Les parties ont été régulièrement averties du jour de l'audience.
Ont été entendus au cours de l'audience publique :
- le rapport de M. Pilven,
- les conclusions de M. Errera, rapporteur public,
- et les observations de Me Thibault de Montigny, avocat de la société requérante.
Considérant ce qui suit :
1. La SAS CORSO MAGENTA a sollicité la restitution d'un crédit d'impôt recherche d'un montant de 170 844 euros au titre de l'exercice 2012. L'administration a partiellement accepté cette demande à hauteur de 104 788 euros. La société requérante a demandé au Tribunal administratif de Montreuil de prononcer la restitution du crédit d'impôt recherche à hauteur du reliquat, soit la somme de 66 056 euros. Par jugement du 20 juin 2016, le tribunal administratif a rejeté cette demande.
Sur la fin de non recevoir opposée par l'administration :
2. Contrairement à ce que soutient l'administration, la requête d'appel présentée par la SAS CORSO MAGENTA dans le délai de recours ne constitue pas la seule reproduction littérale de sa demande de première instance mais énonce à nouveau, de manière partiellement différente, les moyens justifiant qu'il soit fait droit à sa demande de restitution et comporte, en outre, une critique du jugement attaqué. Ainsi, la fin de non-recevoir analysée plus haut doit, par suite, être rejetée.
Sur le bien-fondé de la demande de crédit d'impôt recherche :
3. Aux termes de l'article 244 quater B du code général des impôts (CGI), dans sa rédaction applicable à l'année d'imposition en litige : "I. Les entreprises industrielles et commerciales (...) peuvent bénéficier d'un crédit d'impôt au titre des dépenses de recherche qu'elles exposent au cours de l'année. Le taux du crédit d'impôt est de 30'% pour la fraction des dépenses de recherche inférieure ou égale à 100 millions d'euros et de 5'% pour la fraction des dépenses de recherche supérieure à ce montant. (...) II. Les dépenses de recherche ouvrant droit au crédit d'impôt sont : (...) b) Les dépenses de personnel afférentes aux chercheurs et techniciens de recherche directement et exclusivement affectés à ces opérations. Lorsque ces dépenses se rapportent à des personnes titulaires d'un doctorat ou d'un diplôme équivalent, elles sont prises en compte pour le double de leur montant pendant les vingt-quatre premiers mois suivant leur premier recrutement à condition que le contrat de travail de ces personnes soit à durée indéterminée et que l'effectif salarié de l'entreprise ne soit pas inférieur à celui de l'année précédente (...)".

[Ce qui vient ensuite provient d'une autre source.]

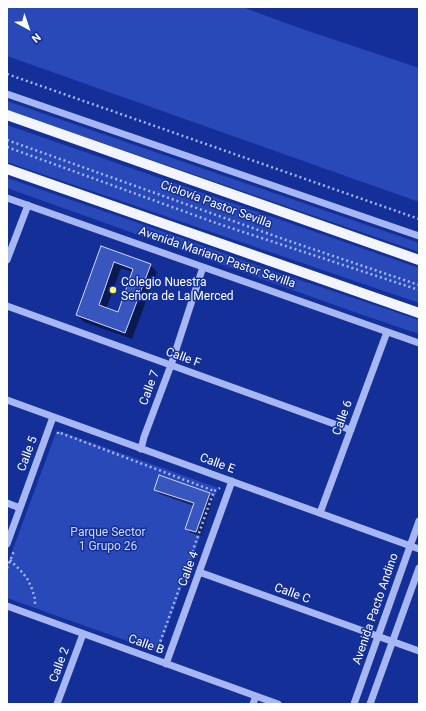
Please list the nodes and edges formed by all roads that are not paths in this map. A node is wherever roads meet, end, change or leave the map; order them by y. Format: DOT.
graph roads {
  1 [pos="7,94"];
  2 [pos="7,115"];
  3 [pos="7,169"];
  4 [pos="7,198"];
  5 [pos="28,205"];
  6 [pos="419,236"];
  7 [pos="7,260"];
  8 [pos="419,260"];
  9 [pos="202,267"];
  10 [pos="7,306"];
  11 [pos="419,313"];
  12 [pos="387,332"];
  13 [pos="419,343"];
  14 [pos="171,365"];
  15 [pos="7,400"];
  16 [pos="53,417"];
  17 [pos="351,430"];
  18 [pos="141,448"];
  19 [pos="232,482"];
  20 [pos="7,504"];
  21 [pos="20,508"];
  22 [pos="320,513"];
  23 [pos="419,521"];
  24 [pos="7,544"];
  25 [pos="410,545"];
  26 [pos="419,549"];
  27 [pos="419,568"];
  28 [pos="199,572"];
  29 [pos="7,606"];
  30 [pos="83,634"];
  31 [pos="378,636"];
  32 [pos="392,641"];
  33 [pos="419,650"];
  34 [pos="166,664"];
  35 [pos="256,696"];
  36 [pos="57,704"];
  37 [pos="253,704"];
  38 [pos="278,704"];
  39 [pos="354,704"];
  40 [pos="370,704"];
  1 -- 6 [label="street"];
  2 -- 8 [label="main road"];
  3 -- 11 [label="main road, Avenida Mariano Pastor Sevilla"];
  4 -- 5 [label="street, Avenida Mariano Pastor Sevilla"];
  5 -- 7 [label="street"];
  5 -- 9 [label="street, Avenida Mariano Pastor Sevilla"];
  9 -- 12 [label="street, Avenida Mariano Pastor Sevilla"];
  9 -- 14 [label="street, Calle 7"];
  10 -- 14 [label="street, Calle F"];
  12 -- 13 [label="street, Avenida Mariano Pastor Sevilla"];
  12 -- 17 [label="street, Calle 6"];
  14 -- 17 [label="street, Calle F"];
  14 -- 18 [label="street, Calle 7"];
  15 -- 16 [label="street, Calle E"];
  16 -- 18 [label="street, Calle E"];
  16 -- 21 [label="street, Calle 5"];
  17 -- 22 [label="street, Calle 6"];
  18 -- 19 [label="street, Calle E"];
  19 -- 22 [label="street, Calle E"];
  19 -- 28 [label="street, Calle 4"];
  20 -- 21 [label="street"];
  21 -- 24 [label="street, Calle 5"];
  22 -- 25 [label="street, Calle E"];
  23 -- 25 [label="street, Avenida Pacto Andino"];
  25 -- 26 [label="street, Calle E"];
  25 -- 31 [label="street, Avenida Pacto Andino"];
  27 -- 32 [label="street"];
  28 -- 31 [label="street, Calle C"];
  28 -- 34 [label="street, Calle 4"];
  29 -- 30 [label="street, Calle B"];
  30 -- 34 [label="street, Calle B"];
  30 -- 36 [label="street, Calle 2"];
  31 -- 32 [label="street, Calle C"];
  31 -- 39 [label="street, Avenida Pacto Andino"];
  32 -- 33 [label="street, Calle C"];
  32 -- 40 [label="street"];
  34 -- 35 [label="street, Calle B"];
  35 -- 37 [label="street"];
  35 -- 38 [label="street, Calle B"];
}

4. Il ressort des pièces du dossier que Mme A...a obtenu un diplôme en 1996 de l'université des sciences physiques de Madrid qui doit être regardé comme un doctorat ou un diplôme équivalent au sens de l'article L. 612-7 du code de l'éducation dès lors qu'il a été obtenu après huit années d'études, ce qui équivaut à un doctorat au sens du référentiel européen de Bologne et qu'il s'agit d'un diplôme de troisième cycle mentionnant les crédits " ECTS " obtenus. En outre, la société requérante réalise des opérations de recherche au sens des dispositions de l'article 49 septies F de l'annexe III au code général des impôts, notamment dans le domaine pour lequel Mme A...a été recrutée, son contrat de travail mentionnant d'ailleurs que sa mission consiste en la réalisation de projets de recherche et de développement opérationnel concernant les peintures et les adhésifs.

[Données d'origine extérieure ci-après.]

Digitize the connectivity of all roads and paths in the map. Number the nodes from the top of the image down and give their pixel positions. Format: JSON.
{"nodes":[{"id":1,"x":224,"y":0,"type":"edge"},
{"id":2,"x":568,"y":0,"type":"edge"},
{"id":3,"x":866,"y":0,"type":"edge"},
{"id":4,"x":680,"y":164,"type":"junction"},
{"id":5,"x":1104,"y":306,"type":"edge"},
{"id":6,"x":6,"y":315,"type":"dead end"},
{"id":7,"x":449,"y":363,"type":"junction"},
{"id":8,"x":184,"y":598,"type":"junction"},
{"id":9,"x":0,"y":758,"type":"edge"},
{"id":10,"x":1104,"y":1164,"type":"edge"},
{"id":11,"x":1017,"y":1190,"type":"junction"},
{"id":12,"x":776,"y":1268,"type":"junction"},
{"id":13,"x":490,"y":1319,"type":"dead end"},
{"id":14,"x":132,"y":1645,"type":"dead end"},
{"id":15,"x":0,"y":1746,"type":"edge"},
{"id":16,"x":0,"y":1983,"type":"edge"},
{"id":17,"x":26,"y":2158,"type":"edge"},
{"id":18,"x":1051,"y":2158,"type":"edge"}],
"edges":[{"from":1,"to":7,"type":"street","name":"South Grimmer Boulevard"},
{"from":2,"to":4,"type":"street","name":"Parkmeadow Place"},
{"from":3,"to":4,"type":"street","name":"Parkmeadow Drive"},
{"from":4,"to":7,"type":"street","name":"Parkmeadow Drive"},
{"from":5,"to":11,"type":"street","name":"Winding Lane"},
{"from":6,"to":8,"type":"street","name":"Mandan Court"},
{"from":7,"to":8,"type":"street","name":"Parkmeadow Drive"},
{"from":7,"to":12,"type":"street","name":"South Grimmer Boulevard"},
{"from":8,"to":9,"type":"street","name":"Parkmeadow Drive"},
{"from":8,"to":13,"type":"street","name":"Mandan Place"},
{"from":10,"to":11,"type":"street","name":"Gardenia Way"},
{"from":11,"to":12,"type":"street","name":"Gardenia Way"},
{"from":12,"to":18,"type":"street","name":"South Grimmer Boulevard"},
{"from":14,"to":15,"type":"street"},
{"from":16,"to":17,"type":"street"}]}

5. Par ailleurs, il ressort des travaux préparatoires de la loi de finances pour 2006 n° 2005-1729 du 30 décembre 2005 que le législateur a entendu aider les entreprises réalisant des opérations de recherche en prenant une mesure destinée à encourager le recrutement de titulaires d'un doctorat ou d'un diplôme de niveau équivalent. Il y a ainsi lieu de regarder le premier recrutement cité par l'article 244 quater B du CGI comme celui correspondant au premier exercice de fonctions en lien avec une formation du niveau d'un doctorat. Il n'est pas contesté que l'emploi occupé par Mme A...comme professeur des écoles de 1996 à 2011 était sans lien avec le doctorat qu'elle a obtenu en 1996 de l'université des sciences physiques de Madrid et que cet emploi ne peut ainsi être regardé comme un premier recrutement au sens du II b de l'article 244 quater B du CGI. La société requérante est ainsi fondée à soutenir que le contrat de travail à durée indéterminée signé avec MmeA..., titulaire d'un doctorat, le 17 janvier 2011, en qualité de chef de projet recherche, constitue un premier recrutement au sens du II b de l'article 244 quater B du CGI.

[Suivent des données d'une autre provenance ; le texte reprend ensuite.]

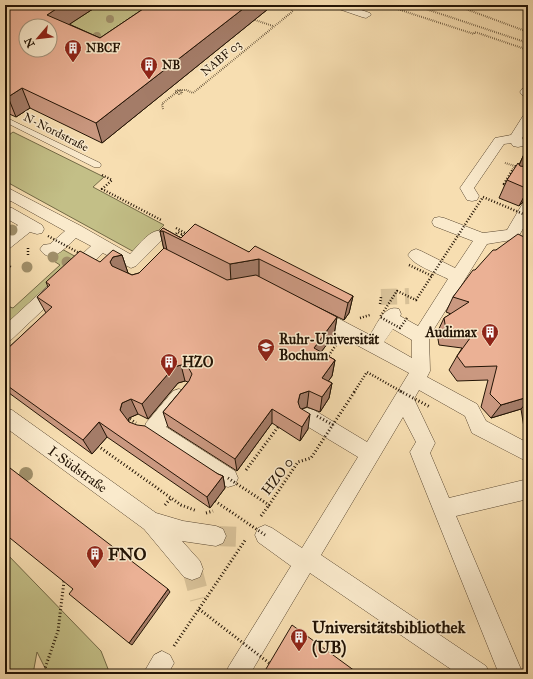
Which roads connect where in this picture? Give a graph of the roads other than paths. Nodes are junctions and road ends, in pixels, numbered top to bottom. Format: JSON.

6. La société requérante peut, dès lors, se prévaloir du doublement des dépenses se rapportant à l'activité de MmeA..., pendant les vingt-quatre premiers mois suivant son premier recrutement en contrat à durée indéterminée, pour la détermination des dépenses de recherche éligibles au crédit d'impôt recherche, en application des dispositions précitées de l'article 244 quater B du code général des impôts.
7. Il résulte de ce qui précède que la SAS CORSO MAGENTA est fondée à soutenir que c'est à tort que, par le jugement du 20 juin 2016, le Tribunal administratif de Montreuil a rejeté sa requête tendant à la restitution du crédit d'impôt recherche au titre de l'année 2012 à hauteur de la somme de 66 056 euros.
Sur les intérêts moratoires :
8. Les intérêts dus au contribuable en vertu de l'article L. 208 du livre des procédures fiscales " quand l'Etat est condamné à un dégrèvement d'impôt par un tribunal " sont, en application de l'article R. 208-1 du même livre, " payés d'office en même temps que les sommes remboursées par le comptable chargé du recouvrement des impôts ". Dès lors qu'il n'existe aucun litige né et actuel entre le comptable et la société requérante concernant lesdits intérêts, les conclusions tendant au versement par l'administration d'intérêts moratoires sont irrecevables.
Sur les conclusions tendant à l'application des dispositions de l'article L. 761-1 du code de justice administrative :
9. Il y a lieu, en application des dispositions de l'article L. 761-1 du code de justice administrative, de mettre à la charge de l'Etat la somme de 3 000 euros à verser à la SAS CORSO MAGENTA au titre des frais exposés et non compris dans les dépens.
DÉCIDE :
Article 1er : Le jugement n° 1421418 du 20 juin 2016 du Tribunal administratif de Montreuil est annulé.
Article 2 : Il est accordé à la SAS CORSO MAGENTA la restitution de créances de crédit d'impôt sur les dépenses de recherche à hauteur de la somme de 66 056 euros au titre de l'année 2012.
Article 3 : Les conclusions de la société requérante tendant au paiement des intérêts moratoires sont rejetées.
Article 4 : L'Etat versera à la SAS CORSO MAGENTA une somme de 3 000 euros au titre de l'article L. 761-1 du code de justice administrative.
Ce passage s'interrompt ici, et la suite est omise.